▶ **Assignment**: Leave the pictures out and restate every line below exactly.

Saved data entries
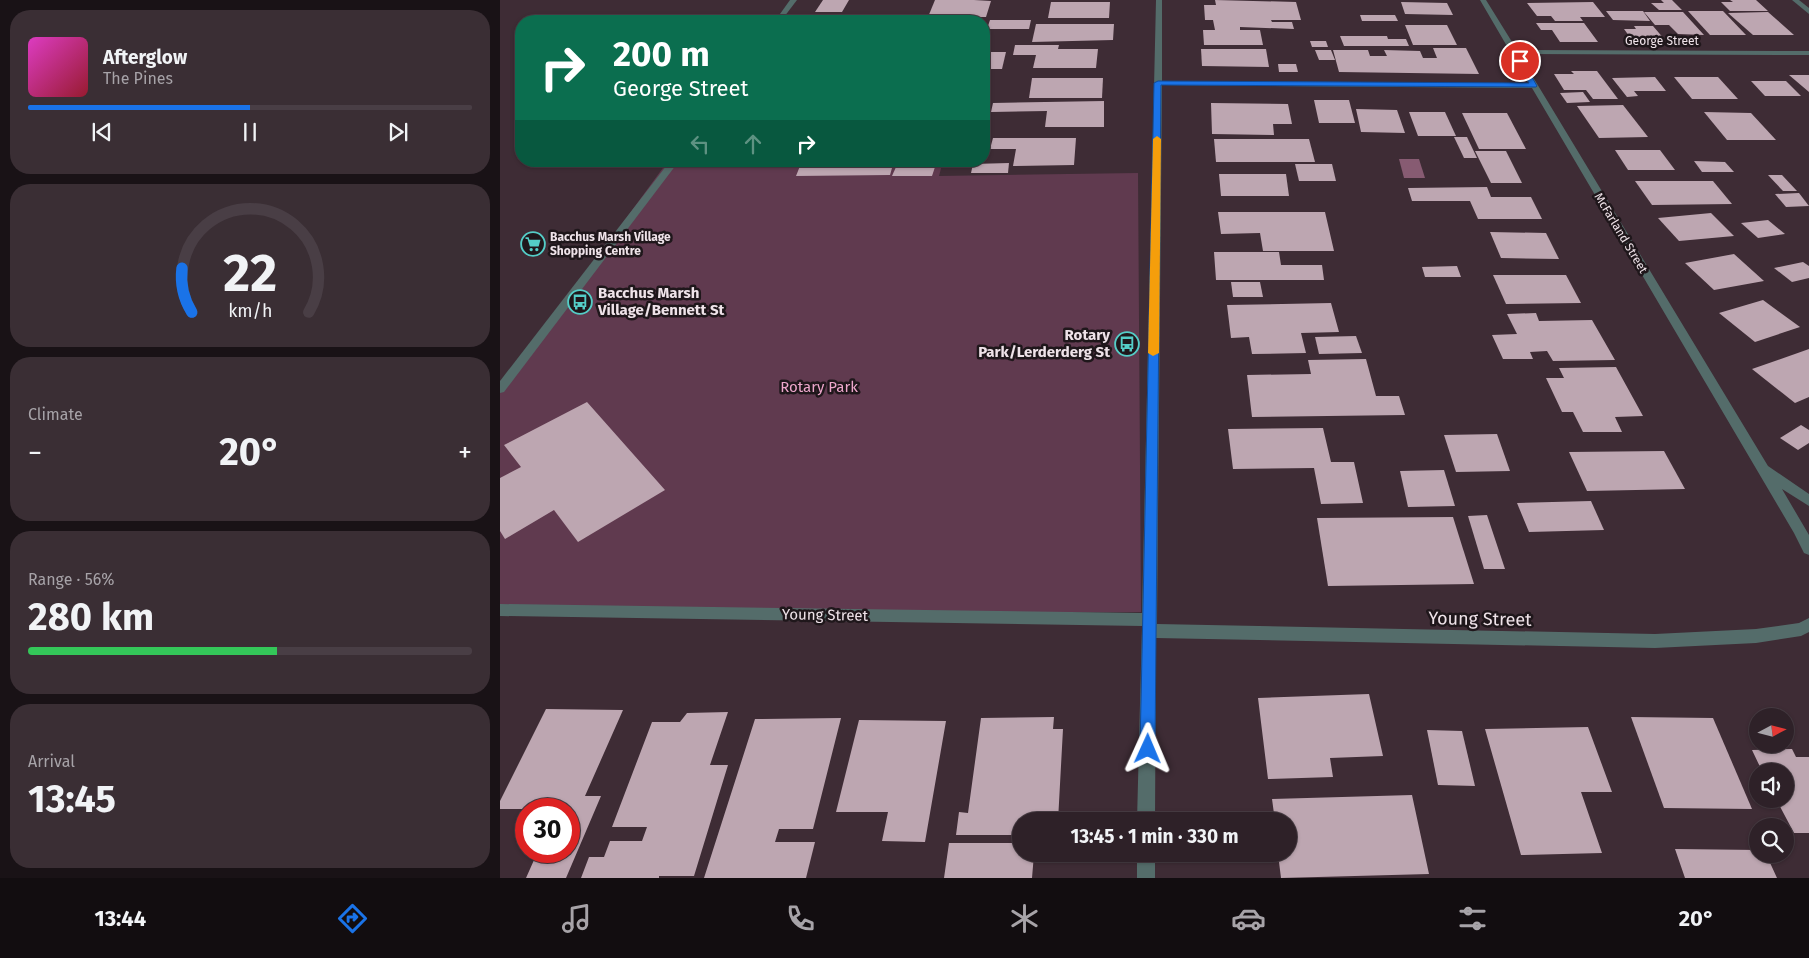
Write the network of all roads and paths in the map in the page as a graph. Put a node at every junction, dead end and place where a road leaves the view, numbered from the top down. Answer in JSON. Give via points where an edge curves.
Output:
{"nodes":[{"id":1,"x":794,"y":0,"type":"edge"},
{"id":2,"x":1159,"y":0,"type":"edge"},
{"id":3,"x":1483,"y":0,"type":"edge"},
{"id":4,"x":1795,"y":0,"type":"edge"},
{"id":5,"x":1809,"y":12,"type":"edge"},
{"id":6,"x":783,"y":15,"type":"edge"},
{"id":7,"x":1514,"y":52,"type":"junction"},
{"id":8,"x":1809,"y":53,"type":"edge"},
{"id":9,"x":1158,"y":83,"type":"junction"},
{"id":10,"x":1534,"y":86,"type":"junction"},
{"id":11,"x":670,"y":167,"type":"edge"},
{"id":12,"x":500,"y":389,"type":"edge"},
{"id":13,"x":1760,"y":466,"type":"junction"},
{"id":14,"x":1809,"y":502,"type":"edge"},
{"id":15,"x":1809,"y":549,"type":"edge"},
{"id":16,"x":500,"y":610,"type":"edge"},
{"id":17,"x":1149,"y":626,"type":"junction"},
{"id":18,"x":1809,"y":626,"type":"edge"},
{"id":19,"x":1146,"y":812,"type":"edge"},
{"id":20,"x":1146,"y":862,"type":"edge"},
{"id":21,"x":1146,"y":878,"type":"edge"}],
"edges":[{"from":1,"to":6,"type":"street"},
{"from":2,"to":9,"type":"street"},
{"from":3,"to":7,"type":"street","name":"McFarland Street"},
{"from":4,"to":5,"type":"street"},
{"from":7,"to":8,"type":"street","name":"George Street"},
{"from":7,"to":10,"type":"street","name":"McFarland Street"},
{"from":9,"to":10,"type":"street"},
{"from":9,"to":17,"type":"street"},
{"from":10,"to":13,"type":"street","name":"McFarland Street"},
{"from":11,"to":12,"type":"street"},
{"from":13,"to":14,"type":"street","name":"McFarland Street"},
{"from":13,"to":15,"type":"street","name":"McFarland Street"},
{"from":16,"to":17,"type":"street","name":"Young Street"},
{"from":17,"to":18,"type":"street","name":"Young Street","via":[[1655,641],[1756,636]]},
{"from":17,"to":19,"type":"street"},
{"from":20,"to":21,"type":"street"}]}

▶ **Output**:
Write the network of all roads and paths in the map in the page as a graph. Put a node at every junction, dead end and place where a road leaves the view, numbered from the top down. Answer in JSON. Give via points where an edge curves.
Output:
{"nodes":[{"id":1,"x":794,"y":0,"type":"edge"},
{"id":2,"x":1159,"y":0,"type":"edge"},
{"id":3,"x":1483,"y":0,"type":"edge"},
{"id":4,"x":1795,"y":0,"type":"edge"},
{"id":5,"x":1809,"y":12,"type":"edge"},
{"id":6,"x":783,"y":15,"type":"edge"},
{"id":7,"x":1514,"y":52,"type":"junction"},
{"id":8,"x":1809,"y":53,"type":"edge"},
{"id":9,"x":1158,"y":83,"type":"junction"},
{"id":10,"x":1534,"y":86,"type":"junction"},
{"id":11,"x":670,"y":167,"type":"edge"},
{"id":12,"x":500,"y":389,"type":"edge"},
{"id":13,"x":1760,"y":466,"type":"junction"},
{"id":14,"x":1809,"y":502,"type":"edge"},
{"id":15,"x":1809,"y":549,"type":"edge"},
{"id":16,"x":500,"y":610,"type":"edge"},
{"id":17,"x":1149,"y":626,"type":"junction"},
{"id":18,"x":1809,"y":626,"type":"edge"},
{"id":19,"x":1146,"y":812,"type":"edge"},
{"id":20,"x":1146,"y":862,"type":"edge"},
{"id":21,"x":1146,"y":878,"type":"edge"}],
"edges":[{"from":1,"to":6,"type":"street"},
{"from":2,"to":9,"type":"street"},
{"from":3,"to":7,"type":"street","name":"McFarland Street"},
{"from":4,"to":5,"type":"street"},
{"from":7,"to":8,"type":"street","name":"George Street"},
{"from":7,"to":10,"type":"street","name":"McFarland Street"},
{"from":9,"to":10,"type":"street"},
{"from":9,"to":17,"type":"street"},
{"from":10,"to":13,"type":"street","name":"McFarland Street"},
{"from":11,"to":12,"type":"street"},
{"from":13,"to":14,"type":"street","name":"McFarland Street"},
{"from":13,"to":15,"type":"street","name":"McFarland Street"},
{"from":16,"to":17,"type":"street","name":"Young Street"},
{"from":17,"to":18,"type":"street","name":"Young Street","via":[[1655,641],[1756,636]]},
{"from":17,"to":19,"type":"street"},
{"from":20,"to":21,"type":"street"}]}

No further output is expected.